==== Extracted data

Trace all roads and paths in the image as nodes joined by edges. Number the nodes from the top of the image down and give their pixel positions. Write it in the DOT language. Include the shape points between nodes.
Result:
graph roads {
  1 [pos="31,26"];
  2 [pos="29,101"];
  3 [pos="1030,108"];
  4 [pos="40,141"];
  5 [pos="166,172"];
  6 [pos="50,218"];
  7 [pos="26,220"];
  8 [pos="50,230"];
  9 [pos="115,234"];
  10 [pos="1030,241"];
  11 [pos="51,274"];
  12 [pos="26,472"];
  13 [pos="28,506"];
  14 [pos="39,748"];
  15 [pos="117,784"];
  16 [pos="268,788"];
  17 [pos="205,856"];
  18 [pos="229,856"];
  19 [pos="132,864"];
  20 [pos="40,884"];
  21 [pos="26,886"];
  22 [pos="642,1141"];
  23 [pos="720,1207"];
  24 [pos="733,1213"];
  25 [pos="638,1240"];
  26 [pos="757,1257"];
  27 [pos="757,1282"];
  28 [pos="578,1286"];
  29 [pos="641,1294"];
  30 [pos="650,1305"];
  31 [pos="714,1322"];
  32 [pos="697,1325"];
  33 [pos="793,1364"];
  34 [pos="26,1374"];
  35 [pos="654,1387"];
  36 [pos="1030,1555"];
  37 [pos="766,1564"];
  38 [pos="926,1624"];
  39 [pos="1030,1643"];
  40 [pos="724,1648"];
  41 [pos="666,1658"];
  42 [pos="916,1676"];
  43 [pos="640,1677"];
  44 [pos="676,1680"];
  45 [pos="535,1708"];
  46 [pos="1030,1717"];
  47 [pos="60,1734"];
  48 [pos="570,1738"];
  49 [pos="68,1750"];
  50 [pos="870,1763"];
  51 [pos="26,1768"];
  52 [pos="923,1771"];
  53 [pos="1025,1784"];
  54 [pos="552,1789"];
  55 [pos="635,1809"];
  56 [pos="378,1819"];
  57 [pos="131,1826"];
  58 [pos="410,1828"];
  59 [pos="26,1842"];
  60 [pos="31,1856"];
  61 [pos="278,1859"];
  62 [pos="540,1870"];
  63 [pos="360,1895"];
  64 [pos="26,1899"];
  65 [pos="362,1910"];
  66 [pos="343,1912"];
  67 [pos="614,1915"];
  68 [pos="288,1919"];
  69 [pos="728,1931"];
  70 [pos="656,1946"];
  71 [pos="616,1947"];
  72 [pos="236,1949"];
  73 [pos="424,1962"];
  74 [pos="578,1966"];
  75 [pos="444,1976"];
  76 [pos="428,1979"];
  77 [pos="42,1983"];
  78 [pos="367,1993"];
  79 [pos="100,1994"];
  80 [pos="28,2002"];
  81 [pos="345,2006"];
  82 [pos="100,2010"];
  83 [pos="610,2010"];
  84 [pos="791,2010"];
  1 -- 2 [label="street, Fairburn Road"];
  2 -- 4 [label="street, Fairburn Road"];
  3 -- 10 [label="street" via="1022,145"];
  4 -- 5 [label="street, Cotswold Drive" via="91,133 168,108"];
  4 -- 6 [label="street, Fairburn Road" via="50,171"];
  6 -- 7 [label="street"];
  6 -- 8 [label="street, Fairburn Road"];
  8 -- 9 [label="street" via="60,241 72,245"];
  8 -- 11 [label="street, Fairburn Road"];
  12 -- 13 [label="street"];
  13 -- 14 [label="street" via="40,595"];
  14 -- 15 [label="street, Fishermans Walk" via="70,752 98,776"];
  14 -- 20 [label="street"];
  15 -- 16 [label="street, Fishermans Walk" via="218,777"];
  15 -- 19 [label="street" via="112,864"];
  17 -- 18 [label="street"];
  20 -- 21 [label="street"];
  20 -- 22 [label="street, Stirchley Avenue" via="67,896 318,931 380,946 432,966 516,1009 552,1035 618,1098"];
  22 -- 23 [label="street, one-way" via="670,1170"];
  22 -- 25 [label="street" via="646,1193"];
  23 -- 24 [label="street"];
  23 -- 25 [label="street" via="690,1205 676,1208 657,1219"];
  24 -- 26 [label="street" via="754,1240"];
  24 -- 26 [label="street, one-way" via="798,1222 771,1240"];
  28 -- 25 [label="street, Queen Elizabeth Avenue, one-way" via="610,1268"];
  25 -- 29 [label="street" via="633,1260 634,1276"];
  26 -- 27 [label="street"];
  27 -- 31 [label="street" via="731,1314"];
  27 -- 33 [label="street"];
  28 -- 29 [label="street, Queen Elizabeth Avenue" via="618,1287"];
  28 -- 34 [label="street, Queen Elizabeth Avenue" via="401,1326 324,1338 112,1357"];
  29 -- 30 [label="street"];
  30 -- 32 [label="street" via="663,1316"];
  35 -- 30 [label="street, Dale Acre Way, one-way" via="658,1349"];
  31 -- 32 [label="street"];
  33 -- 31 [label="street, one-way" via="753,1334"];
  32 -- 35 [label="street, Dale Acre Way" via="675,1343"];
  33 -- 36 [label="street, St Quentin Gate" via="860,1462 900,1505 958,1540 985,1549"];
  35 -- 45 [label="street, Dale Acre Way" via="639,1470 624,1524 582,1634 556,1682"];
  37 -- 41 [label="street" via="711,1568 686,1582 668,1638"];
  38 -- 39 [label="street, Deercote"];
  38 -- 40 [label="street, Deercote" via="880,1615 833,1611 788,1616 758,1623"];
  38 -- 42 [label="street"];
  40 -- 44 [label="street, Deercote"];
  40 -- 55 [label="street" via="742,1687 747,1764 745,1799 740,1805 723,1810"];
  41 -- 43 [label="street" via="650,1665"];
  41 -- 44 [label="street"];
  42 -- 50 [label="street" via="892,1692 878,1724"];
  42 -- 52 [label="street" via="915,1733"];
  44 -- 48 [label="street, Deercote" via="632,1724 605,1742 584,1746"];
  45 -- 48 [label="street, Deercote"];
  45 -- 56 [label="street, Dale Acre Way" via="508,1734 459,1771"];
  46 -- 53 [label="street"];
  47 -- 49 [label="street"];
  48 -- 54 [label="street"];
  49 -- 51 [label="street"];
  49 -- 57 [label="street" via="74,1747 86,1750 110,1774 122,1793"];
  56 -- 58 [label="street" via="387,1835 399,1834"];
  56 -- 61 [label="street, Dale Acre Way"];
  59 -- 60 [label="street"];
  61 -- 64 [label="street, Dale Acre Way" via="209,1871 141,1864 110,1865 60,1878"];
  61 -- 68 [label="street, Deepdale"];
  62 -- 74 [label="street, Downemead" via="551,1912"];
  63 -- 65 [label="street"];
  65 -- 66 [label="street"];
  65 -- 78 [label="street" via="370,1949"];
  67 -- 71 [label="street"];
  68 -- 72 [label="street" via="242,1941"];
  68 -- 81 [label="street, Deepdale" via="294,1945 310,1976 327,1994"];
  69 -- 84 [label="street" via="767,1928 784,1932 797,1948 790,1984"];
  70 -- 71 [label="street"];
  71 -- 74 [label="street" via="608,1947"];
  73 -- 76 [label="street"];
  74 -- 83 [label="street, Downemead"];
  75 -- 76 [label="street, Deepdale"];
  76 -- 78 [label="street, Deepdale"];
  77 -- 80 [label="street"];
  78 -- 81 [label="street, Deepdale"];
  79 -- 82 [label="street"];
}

========

*Aim of the task*
Counting only lines that hold "Deercote", state how many appear in the records, and give nothing but the number.

*Response area*
5